In a 2002 interview for the Archive of American Television, Bochco explained how he and Michael Kozoll, both working for MTM Enterprises, came to Hill Street Blues, which debuted on last-place NBC in January 1981 and amassed 98 Emmy Awards during its remarkable 146-episode run.

“We agreed that we would do it, on one condition, which we assumed would kill the deal right there,” he said. “I said to [NBC entertainment exec] Brandon [Tartikoff], ‘We’ll do this pilot for you on the condition that you leave us completely alone to do whatever we want.’ And he said OK.


“I began to hear words about myself: He’s arrogant, he’s this, he’s that. My attitude was, call me what you will, but I know I have a great project here. I don’t know how many great projects there are going to be in my life, and I’m not going to screw this one up. I’d rather not do it. And they folded. They virtually folded on everything.”

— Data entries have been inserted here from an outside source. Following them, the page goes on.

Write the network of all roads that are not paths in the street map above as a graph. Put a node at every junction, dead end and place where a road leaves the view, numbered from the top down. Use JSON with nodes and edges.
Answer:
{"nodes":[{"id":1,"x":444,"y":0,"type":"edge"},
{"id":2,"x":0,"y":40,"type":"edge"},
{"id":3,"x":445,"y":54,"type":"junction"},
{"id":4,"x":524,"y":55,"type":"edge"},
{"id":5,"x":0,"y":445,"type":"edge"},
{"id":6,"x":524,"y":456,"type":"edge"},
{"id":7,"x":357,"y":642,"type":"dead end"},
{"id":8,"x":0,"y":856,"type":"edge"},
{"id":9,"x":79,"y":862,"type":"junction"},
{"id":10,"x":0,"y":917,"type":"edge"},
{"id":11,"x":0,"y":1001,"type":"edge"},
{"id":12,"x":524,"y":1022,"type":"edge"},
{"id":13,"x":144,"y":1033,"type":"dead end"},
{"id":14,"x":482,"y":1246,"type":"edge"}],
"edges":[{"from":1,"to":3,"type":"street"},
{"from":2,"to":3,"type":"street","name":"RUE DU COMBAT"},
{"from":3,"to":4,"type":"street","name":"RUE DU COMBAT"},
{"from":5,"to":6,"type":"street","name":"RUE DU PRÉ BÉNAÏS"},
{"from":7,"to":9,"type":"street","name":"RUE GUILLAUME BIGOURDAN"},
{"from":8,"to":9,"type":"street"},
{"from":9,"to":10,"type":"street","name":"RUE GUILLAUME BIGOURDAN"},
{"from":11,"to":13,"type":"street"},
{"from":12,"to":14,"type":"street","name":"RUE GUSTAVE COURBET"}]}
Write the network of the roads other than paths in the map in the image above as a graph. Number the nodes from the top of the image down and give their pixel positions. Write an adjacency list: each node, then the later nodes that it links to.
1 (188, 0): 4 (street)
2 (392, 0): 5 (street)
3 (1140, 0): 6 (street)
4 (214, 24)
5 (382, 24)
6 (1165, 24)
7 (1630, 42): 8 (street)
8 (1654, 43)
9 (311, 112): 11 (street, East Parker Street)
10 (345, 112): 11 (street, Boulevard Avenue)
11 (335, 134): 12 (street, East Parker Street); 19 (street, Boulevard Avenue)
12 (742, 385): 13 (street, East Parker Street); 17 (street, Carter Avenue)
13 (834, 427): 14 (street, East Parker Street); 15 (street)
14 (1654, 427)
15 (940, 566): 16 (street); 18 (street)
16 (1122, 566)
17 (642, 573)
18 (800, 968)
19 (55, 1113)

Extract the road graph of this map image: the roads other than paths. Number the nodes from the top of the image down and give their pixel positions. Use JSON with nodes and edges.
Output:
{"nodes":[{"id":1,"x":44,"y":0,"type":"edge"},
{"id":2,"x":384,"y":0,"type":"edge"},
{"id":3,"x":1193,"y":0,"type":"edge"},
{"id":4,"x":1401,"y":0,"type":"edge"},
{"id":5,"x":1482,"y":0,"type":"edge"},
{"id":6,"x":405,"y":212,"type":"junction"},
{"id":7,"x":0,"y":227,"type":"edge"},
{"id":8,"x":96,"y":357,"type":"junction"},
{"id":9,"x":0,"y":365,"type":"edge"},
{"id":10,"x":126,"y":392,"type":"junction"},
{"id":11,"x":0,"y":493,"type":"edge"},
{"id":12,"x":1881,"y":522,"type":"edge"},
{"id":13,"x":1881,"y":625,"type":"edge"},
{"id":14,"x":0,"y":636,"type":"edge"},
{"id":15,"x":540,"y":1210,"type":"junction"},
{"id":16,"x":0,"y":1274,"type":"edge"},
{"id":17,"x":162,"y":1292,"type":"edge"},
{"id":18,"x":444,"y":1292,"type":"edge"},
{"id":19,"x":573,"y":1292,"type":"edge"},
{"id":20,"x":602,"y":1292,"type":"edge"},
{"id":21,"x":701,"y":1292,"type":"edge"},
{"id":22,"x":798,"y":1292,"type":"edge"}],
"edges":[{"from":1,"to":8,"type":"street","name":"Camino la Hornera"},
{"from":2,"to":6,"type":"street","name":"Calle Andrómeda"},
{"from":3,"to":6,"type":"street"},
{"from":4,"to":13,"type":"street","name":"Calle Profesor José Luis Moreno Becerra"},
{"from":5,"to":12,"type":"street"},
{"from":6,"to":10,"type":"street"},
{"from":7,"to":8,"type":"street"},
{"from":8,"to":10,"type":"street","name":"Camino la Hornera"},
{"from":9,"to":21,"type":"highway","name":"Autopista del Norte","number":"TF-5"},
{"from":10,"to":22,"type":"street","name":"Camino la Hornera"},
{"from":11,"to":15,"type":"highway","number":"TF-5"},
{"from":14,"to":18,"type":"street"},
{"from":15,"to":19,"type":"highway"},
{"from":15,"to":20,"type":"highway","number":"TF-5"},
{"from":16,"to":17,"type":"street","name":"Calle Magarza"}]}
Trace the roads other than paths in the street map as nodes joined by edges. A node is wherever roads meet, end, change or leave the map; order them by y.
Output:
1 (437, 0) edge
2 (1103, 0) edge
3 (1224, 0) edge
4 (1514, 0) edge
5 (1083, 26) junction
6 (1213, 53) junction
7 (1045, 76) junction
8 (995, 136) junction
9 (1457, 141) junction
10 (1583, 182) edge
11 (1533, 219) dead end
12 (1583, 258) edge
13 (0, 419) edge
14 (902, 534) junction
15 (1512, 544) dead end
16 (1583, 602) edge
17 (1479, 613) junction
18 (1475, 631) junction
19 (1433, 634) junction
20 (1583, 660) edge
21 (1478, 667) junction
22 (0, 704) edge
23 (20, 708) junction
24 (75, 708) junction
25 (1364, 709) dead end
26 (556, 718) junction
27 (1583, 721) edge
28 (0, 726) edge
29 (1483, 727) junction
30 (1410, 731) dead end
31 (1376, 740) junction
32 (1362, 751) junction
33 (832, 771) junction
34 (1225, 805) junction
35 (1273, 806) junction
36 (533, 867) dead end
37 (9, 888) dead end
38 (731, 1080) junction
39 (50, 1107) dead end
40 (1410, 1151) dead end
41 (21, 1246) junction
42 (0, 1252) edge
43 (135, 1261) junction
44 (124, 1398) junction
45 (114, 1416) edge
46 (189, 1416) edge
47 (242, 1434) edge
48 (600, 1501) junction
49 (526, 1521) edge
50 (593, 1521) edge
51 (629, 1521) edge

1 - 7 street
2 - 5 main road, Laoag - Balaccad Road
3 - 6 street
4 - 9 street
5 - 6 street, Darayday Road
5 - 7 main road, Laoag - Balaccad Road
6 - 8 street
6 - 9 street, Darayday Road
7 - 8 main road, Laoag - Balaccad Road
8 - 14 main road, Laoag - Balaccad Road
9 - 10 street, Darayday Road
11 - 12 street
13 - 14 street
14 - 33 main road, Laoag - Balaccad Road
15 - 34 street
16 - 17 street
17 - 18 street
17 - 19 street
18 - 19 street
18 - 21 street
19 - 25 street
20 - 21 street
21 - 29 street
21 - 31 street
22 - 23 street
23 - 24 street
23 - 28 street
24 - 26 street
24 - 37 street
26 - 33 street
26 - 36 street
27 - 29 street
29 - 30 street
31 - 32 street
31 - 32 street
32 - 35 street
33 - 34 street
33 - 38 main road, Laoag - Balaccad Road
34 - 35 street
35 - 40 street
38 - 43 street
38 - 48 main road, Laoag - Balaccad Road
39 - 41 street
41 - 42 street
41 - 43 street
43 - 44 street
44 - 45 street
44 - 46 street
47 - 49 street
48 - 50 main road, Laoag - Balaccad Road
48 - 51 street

In 1987, CBS legend William S. Paley offered Bochco, then 44, the job of president of the network’s entertainment division. He turned that down to sign an unprecedented six-year, 10-series deal worth in the neighborhood of $10 million at ABC, which had just ended its contract with another legendary producer, Aaron Spelling. The pact gave Bochco ownership of the series he developed.


As Hill Street was winding down without him after he was fired at MTM, Bochco jumped into the legal world with a new deal at 20th Century Fox and created (with Terry Louise Fisher) the stylish NBC smash L.A. Law, which ran from 1986-94.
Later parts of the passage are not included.